# [WHAT TO DO]
From the records below, take each line where the string "image" shows up and copy it.

# [RAW DATA]
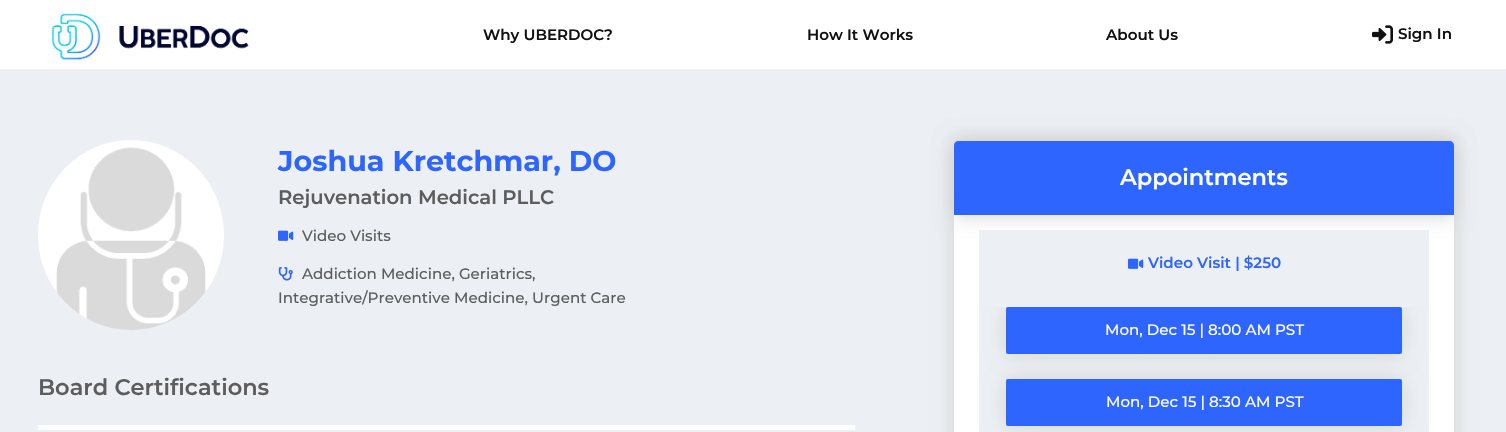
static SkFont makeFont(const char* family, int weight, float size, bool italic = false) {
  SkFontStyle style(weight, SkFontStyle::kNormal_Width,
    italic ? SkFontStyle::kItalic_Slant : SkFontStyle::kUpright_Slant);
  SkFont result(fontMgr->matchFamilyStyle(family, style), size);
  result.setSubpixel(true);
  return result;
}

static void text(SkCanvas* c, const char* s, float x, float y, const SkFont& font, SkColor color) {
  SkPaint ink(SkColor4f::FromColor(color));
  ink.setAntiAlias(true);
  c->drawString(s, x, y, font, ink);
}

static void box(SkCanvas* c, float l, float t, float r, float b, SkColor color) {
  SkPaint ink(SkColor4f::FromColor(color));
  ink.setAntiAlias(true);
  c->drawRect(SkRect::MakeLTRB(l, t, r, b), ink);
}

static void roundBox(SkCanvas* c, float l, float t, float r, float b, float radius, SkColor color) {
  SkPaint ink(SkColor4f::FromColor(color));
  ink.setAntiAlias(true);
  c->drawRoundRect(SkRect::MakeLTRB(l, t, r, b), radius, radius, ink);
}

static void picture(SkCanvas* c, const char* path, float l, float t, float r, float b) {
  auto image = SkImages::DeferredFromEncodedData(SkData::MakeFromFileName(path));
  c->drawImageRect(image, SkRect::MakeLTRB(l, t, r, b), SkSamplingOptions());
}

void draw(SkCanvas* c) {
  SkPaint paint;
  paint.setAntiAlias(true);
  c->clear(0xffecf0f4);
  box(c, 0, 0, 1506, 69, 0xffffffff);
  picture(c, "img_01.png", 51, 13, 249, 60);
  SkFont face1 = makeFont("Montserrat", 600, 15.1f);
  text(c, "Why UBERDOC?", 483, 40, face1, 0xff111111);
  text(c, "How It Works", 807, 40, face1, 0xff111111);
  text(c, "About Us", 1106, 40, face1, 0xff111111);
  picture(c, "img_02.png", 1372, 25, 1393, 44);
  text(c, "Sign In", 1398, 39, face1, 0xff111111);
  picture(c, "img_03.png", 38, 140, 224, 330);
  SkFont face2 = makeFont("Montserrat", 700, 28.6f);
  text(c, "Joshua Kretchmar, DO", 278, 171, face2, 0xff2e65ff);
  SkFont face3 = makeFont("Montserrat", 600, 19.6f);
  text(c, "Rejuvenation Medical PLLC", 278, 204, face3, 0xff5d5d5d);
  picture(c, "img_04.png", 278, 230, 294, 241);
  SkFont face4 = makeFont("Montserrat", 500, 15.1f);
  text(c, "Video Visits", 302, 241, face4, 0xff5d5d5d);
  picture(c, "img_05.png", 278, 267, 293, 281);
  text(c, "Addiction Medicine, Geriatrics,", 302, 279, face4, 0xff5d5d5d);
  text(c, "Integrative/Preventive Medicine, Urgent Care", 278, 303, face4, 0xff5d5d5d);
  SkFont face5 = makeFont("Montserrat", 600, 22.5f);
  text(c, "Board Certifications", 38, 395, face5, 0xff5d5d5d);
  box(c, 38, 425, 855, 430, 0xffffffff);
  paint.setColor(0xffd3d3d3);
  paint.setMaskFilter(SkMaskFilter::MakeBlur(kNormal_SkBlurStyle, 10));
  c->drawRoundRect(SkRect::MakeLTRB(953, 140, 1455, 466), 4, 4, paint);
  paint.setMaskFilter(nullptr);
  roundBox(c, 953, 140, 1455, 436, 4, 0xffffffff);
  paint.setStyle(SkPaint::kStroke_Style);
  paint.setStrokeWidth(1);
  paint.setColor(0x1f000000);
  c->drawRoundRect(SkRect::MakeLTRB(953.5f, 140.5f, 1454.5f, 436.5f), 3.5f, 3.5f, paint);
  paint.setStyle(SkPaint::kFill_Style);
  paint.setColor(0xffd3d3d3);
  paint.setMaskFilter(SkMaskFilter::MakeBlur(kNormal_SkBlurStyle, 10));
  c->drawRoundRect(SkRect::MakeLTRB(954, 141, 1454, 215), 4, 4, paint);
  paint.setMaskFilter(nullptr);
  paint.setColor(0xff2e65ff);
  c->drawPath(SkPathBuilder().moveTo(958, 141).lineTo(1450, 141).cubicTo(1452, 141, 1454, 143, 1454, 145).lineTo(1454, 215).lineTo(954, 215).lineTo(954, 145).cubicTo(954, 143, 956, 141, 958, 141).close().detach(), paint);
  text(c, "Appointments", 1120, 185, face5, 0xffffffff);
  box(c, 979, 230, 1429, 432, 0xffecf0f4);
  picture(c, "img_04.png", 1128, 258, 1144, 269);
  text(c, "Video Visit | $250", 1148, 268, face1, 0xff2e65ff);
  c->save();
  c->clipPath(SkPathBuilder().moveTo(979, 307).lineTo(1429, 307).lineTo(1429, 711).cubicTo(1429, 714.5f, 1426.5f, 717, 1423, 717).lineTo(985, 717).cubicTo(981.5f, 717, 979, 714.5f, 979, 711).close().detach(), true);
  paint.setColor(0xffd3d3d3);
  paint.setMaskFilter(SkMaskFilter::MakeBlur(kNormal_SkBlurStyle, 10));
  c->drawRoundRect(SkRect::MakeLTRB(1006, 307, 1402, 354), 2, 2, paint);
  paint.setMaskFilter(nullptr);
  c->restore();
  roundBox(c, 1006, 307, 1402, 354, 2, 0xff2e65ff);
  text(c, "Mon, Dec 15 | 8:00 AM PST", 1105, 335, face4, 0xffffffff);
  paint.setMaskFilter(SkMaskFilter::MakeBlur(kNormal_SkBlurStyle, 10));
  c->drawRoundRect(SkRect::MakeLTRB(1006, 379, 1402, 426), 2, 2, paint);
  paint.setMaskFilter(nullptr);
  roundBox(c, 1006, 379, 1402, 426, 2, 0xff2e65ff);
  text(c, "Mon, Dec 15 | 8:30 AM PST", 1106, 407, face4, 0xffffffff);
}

# [EXERCISE RESPONSE]
  auto image = SkImages::DeferredFromEncodedData(SkData::MakeFromFileName(path));
  c->drawImageRect(image, SkRect::MakeLTRB(l, t, r, b), SkSamplingOptions());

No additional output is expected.